Lori Montgomery (who I spoke with on the phone for this article due to this study*) in the WaPo:
… [Willo] Kelly [a lobbyist for Realtors and home builders on the Outer Banks] worries that codifying the 39-inch forecast would crush the local economy, which relies entirely on tourism and the construction, sale and rental of family beach houses. In Dare County alone, the islands’ largest jurisdiction, the state has identified more than 8,500 structures, with an assessed value of nearly $1.4 billion, that would be inundated if the tides were 39 inches higher.
Even with an eight-inch forecast, 414 Dare County properties worth $70 million would be marked for inundation. If the state ever activates the Web site that lets potential investors search by address, Kelly said, “all of a sudden, those properties would be worthless.”Nationwide, $700 billion of coastal property could be below mean sea level by the end of the century — and an additional $730 billion could be at risk at high tide — without new policies to forestall climate change, according to a new report by the Risky Business Project, a high-powered group of financial and political figures who are set to meet Wednesday with senior Obama administration officials.
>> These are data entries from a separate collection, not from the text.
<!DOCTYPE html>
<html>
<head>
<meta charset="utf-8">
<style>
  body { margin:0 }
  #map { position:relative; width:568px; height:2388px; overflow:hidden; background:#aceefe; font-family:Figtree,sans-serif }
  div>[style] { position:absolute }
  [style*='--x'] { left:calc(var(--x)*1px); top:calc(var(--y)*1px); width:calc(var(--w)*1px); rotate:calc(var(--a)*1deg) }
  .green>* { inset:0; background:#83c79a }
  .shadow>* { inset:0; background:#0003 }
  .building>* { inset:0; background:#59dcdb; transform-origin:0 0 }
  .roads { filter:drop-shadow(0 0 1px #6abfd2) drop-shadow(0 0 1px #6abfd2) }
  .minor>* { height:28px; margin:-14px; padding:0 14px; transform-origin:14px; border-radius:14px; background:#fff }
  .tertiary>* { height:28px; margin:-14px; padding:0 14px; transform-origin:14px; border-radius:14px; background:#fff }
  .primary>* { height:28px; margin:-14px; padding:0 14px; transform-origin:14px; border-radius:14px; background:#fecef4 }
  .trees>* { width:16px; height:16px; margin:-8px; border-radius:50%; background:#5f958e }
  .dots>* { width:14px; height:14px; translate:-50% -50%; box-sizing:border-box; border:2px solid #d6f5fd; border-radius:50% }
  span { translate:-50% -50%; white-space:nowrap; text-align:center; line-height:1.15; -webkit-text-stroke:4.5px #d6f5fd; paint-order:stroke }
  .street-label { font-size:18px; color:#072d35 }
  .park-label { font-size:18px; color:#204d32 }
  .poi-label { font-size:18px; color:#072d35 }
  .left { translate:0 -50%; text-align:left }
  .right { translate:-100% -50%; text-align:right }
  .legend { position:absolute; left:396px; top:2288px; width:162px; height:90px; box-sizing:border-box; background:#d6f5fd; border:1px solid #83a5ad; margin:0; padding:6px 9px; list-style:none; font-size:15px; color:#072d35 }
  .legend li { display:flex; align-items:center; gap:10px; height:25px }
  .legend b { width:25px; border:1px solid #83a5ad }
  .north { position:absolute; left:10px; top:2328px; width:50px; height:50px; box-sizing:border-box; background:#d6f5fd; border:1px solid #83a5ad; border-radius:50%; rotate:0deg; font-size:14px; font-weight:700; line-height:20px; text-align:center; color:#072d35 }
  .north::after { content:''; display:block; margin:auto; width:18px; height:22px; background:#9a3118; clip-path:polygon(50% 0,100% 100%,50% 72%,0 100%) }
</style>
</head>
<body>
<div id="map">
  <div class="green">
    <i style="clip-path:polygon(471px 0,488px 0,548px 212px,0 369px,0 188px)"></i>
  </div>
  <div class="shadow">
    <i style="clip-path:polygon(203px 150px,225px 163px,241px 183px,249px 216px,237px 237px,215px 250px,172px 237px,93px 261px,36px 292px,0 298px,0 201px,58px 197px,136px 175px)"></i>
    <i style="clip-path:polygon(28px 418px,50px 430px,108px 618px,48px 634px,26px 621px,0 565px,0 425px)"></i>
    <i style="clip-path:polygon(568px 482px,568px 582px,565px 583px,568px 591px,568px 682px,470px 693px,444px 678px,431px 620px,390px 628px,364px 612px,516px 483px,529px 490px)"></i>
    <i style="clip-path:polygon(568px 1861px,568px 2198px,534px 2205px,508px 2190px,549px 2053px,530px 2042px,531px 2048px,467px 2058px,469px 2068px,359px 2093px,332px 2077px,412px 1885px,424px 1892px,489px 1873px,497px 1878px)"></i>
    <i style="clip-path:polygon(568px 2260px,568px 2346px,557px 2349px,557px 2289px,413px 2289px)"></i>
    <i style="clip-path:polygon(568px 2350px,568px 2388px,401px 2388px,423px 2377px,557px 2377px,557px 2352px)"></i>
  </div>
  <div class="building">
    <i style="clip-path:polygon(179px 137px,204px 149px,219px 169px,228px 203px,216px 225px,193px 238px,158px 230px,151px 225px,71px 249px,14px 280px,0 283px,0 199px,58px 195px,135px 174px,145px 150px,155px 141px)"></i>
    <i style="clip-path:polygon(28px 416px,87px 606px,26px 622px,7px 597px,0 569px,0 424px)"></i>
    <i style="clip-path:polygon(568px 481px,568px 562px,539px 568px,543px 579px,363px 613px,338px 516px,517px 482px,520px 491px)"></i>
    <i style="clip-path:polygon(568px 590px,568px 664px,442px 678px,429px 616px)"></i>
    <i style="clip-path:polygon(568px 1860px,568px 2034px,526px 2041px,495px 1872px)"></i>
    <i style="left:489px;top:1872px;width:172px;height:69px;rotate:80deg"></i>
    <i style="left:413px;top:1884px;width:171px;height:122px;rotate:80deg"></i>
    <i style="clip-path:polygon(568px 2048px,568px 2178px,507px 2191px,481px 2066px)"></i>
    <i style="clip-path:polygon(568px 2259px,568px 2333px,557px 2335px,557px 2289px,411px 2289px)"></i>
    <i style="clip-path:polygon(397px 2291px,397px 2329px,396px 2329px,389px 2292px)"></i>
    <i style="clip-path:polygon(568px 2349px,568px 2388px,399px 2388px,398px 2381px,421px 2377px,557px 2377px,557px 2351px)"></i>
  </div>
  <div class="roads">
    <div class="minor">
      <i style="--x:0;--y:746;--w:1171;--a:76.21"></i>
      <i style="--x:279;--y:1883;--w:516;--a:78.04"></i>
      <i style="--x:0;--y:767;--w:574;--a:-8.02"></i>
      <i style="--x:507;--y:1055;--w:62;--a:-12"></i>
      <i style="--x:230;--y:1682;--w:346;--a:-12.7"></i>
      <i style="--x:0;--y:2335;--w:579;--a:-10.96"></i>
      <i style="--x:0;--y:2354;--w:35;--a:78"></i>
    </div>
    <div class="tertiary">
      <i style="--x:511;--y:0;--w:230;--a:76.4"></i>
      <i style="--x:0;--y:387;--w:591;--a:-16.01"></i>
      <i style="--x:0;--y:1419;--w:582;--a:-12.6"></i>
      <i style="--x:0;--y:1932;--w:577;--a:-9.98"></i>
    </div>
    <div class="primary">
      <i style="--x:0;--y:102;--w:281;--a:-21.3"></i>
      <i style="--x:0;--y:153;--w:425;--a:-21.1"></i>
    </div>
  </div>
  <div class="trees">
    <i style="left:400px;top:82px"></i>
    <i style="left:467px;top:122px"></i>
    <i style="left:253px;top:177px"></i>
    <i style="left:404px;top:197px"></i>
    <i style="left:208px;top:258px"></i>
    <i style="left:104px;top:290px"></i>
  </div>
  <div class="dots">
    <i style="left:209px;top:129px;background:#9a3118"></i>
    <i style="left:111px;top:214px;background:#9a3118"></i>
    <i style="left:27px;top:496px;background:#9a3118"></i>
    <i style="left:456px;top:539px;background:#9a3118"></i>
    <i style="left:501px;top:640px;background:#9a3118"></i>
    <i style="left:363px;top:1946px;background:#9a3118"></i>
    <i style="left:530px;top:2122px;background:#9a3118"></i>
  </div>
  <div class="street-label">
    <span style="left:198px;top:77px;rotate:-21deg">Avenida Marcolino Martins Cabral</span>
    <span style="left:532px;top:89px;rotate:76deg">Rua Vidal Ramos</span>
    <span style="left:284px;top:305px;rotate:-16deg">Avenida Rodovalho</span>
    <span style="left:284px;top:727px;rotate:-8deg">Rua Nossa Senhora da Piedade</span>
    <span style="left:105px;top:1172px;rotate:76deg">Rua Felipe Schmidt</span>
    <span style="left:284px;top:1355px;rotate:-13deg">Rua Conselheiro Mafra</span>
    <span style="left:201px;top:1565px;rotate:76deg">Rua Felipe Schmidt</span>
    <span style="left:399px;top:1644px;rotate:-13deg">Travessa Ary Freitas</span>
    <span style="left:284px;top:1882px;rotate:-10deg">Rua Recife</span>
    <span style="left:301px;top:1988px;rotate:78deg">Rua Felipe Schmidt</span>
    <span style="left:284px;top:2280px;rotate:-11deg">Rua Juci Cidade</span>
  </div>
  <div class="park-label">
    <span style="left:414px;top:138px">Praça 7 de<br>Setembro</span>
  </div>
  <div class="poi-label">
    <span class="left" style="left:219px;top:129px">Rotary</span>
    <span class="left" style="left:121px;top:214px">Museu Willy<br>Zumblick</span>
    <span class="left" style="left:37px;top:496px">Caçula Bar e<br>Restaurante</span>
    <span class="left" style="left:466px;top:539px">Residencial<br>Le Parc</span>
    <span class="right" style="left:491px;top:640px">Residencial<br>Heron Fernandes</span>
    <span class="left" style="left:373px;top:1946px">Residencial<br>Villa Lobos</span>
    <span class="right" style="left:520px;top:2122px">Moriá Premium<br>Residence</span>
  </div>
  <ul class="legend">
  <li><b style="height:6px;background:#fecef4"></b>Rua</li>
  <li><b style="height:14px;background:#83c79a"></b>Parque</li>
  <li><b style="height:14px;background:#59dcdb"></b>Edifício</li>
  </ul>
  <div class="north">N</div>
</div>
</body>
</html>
So far, locals say there is no sign that the housing market on the Outer Banks is suffering. Nags Head’s town manager, Cliff Ogburn, said that the town is doing a booming business in building permits and that “occupancy is as high as it’s ever been,” having rebounded from the dark days before 2011. That is when Nags Head and Dare County spent $36 million to repair severe erosion on 10 miles of beachfront, where encroaching waves had claimed nearly a dozen houses and the seaside swimming pool at the Nags Head Comfort Inn.
Now the beach looks great, the tourists are back and Duck, Kitty Hawk and Kill Devil Hills are talking to the county about beach nourishment projects of their own.
I don't necessarily agree that "codifying the 39-inch forecast would crush the local economy." The wealth of property owners would fall as real estate prices fall and the construction industry would take a significant hit (and one might argue that the coastal construction industry should pay attention to long term sea level rise forecasts). But, the rental market should manage to stay active. Sea level rise doesn't much affect the demand to go to the beach. Whatever the effect on the local economy, avoiding inconvenient science is not the answer.
*I explained that removing a oceanfront row of houses would transfer oceanfront value to the next row of houses. This makes the $70 million cost likely too high for loss of those 414 properties. Here is what we found in Bin et al. (2010):
For Dare County, a total of 25,232 residential properties are used in the analysis with the total assessed value of $11 billion. Depending on the sea-level rise scenarios, the number of residential properties at the risk of inundation ranges between 487 (2030-Low) and 3737 (2080-High). Without discounting, the residential property value loss in Dare County ranges from $136 million (1.24 percent of the total assessed value) to $1040 million (9.45 percent of the total assessed value). Based on the 2 percent discount rate, the estimated loss ranges from $81 million (0.74 percent) to $231 million (2.10 percent).
The "2030-Low" sea level rise scenario is a little more than 4 inches (0.11m) and the "2080-High" scenario is almost 32 inches (0.81m).